__TASK OBJECTIVE__
What you return must match the records below character for character, except that no picture appears.

(Dataset records)

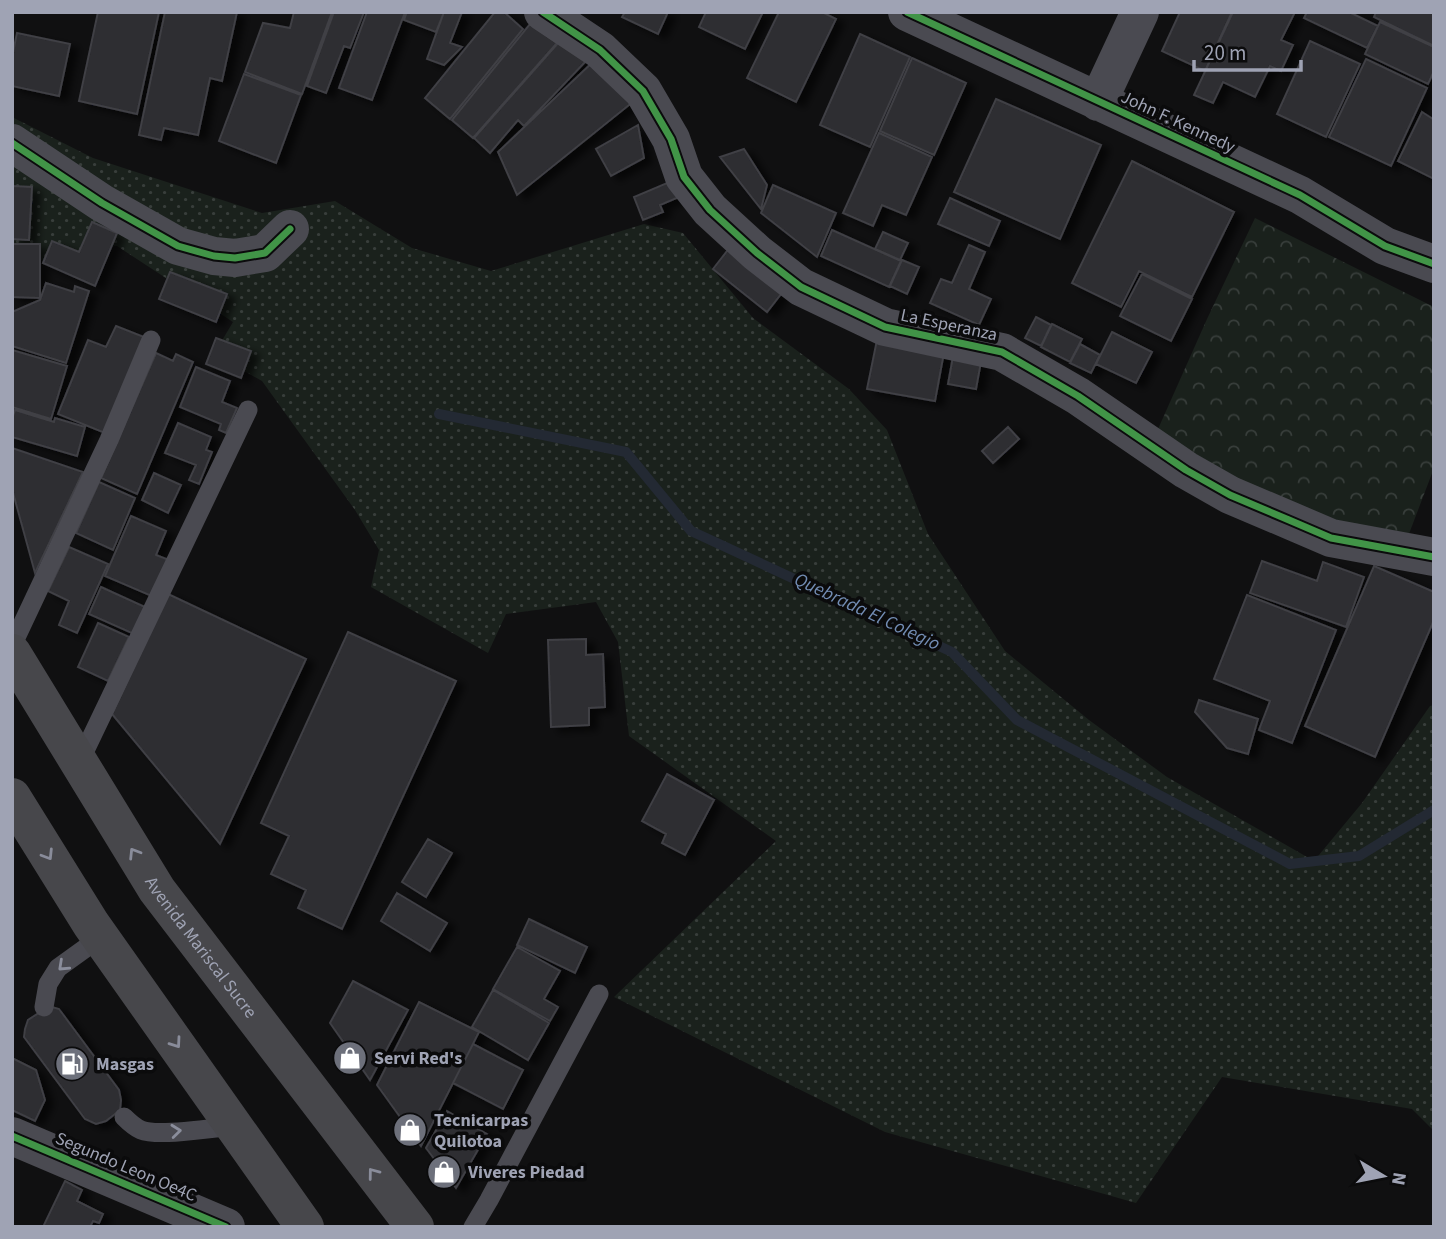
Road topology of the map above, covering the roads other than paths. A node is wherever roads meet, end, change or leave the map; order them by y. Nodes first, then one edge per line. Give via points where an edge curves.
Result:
1 (543, 12) edge
2 (907, 12) edge
3 (1140, 12) edge
4 (1098, 102) junction
5 (12, 143) edge
6 (290, 229) dead end
7 (1434, 264) edge
8 (151, 340) dead end
9 (248, 410) dead end
10 (1434, 557) edge
11 (12, 646) edge
12 (12, 653) edge
13 (79, 763) junction
14 (12, 797) edge
15 (100, 937) junction
16 (599, 994) dead end
17 (44, 1007) dead end
18 (124, 1116) dead end
19 (234, 1126) junction
20 (12, 1136) edge
21 (226, 1227) edge
22 (306, 1227) edge
23 (415, 1227) edge
24 (473, 1227) edge

1 - 10 street, La Esperanza via 600,50 643,91 671,139 684,177 710,209 801,287 885,327 1002,352 1230,495 1331,538
2 - 4 street, John F. Kennedy
3 - 4 street
4 - 7 street, John F. Kennedy via 1300,195 1385,246
5 - 6 street via 102,203 178,246 235,258 265,253
8 - 11 lane
9 - 13 lane
12 - 13 main road, Avenida Mariscal Sucre
23 -> 13 main road, Avenida Mariscal Sucre via 157,890
14 -> 15 main road
15 -> 17 lane via 58,968 48,984
15 -> 19 main road
16 - 24 lane
18 -> 19 lane via 143,1131 159,1133
19 - 22 main road
20 - 21 street, Segundo Leon Oe4C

__ANSWER__
Road topology of the map above, covering the roads other than paths. A node is wherever roads meet, end, change or leave the map; order them by y. Nodes first, then one edge per line. Give via points where an edge curves.
Result:
1 (543, 12) edge
2 (907, 12) edge
3 (1140, 12) edge
4 (1098, 102) junction
5 (12, 143) edge
6 (290, 229) dead end
7 (1434, 264) edge
8 (151, 340) dead end
9 (248, 410) dead end
10 (1434, 557) edge
11 (12, 646) edge
12 (12, 653) edge
13 (79, 763) junction
14 (12, 797) edge
15 (100, 937) junction
16 (599, 994) dead end
17 (44, 1007) dead end
18 (124, 1116) dead end
19 (234, 1126) junction
20 (12, 1136) edge
21 (226, 1227) edge
22 (306, 1227) edge
23 (415, 1227) edge
24 (473, 1227) edge

1 - 10 street, La Esperanza via 600,50 643,91 671,139 684,177 710,209 801,287 885,327 1002,352 1230,495 1331,538
2 - 4 street, John F. Kennedy
3 - 4 street
4 - 7 street, John F. Kennedy via 1300,195 1385,246
5 - 6 street via 102,203 178,246 235,258 265,253
8 - 11 lane
9 - 13 lane
12 - 13 main road, Avenida Mariscal Sucre
23 -> 13 main road, Avenida Mariscal Sucre via 157,890
14 -> 15 main road
15 -> 17 lane via 58,968 48,984
15 -> 19 main road
16 - 24 lane
18 -> 19 lane via 143,1131 159,1133
19 - 22 main road
20 - 21 street, Segundo Leon Oe4C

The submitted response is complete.